*** Input data ***

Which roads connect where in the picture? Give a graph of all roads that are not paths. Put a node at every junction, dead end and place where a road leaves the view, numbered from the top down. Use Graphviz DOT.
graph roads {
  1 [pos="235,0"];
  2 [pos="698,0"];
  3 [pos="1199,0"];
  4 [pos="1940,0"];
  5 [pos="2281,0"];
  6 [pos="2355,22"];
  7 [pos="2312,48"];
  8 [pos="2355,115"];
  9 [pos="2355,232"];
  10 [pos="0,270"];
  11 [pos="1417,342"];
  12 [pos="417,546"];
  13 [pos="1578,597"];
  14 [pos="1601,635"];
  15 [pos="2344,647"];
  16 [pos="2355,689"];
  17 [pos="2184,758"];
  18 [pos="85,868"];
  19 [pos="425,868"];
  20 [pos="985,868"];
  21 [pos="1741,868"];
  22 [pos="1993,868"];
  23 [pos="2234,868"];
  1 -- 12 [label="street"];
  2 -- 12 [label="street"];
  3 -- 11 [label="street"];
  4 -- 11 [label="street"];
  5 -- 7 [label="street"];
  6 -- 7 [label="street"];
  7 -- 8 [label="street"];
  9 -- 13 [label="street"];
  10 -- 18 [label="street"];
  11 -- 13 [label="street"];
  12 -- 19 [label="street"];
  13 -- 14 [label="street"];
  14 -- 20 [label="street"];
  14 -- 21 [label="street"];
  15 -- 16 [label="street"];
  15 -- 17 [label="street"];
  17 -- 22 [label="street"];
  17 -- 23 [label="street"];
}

*** End of Input data ***

| What is required |
Each line above needs to be output again, exactly as shown.

| Response below |
Which roads connect where in the picture? Give a graph of all roads that are not paths. Put a node at every junction, dead end and place where a road leaves the view, numbered from the top down. Use Graphviz DOT.
graph roads {
  1 [pos="235,0"];
  2 [pos="698,0"];
  3 [pos="1199,0"];
  4 [pos="1940,0"];
  5 [pos="2281,0"];
  6 [pos="2355,22"];
  7 [pos="2312,48"];
  8 [pos="2355,115"];
  9 [pos="2355,232"];
  10 [pos="0,270"];
  11 [pos="1417,342"];
  12 [pos="417,546"];
  13 [pos="1578,597"];
  14 [pos="1601,635"];
  15 [pos="2344,647"];
  16 [pos="2355,689"];
  17 [pos="2184,758"];
  18 [pos="85,868"];
  19 [pos="425,868"];
  20 [pos="985,868"];
  21 [pos="1741,868"];
  22 [pos="1993,868"];
  23 [pos="2234,868"];
  1 -- 12 [label="street"];
  2 -- 12 [label="street"];
  3 -- 11 [label="street"];
  4 -- 11 [label="street"];
  5 -- 7 [label="street"];
  6 -- 7 [label="street"];
  7 -- 8 [label="street"];
  9 -- 13 [label="street"];
  10 -- 18 [label="street"];
  11 -- 13 [label="street"];
  12 -- 19 [label="street"];
  13 -- 14 [label="street"];
  14 -- 20 [label="street"];
  14 -- 21 [label="street"];
  15 -- 16 [label="street"];
  15 -- 17 [label="street"];
  17 -- 22 [label="street"];
  17 -- 23 [label="street"];
}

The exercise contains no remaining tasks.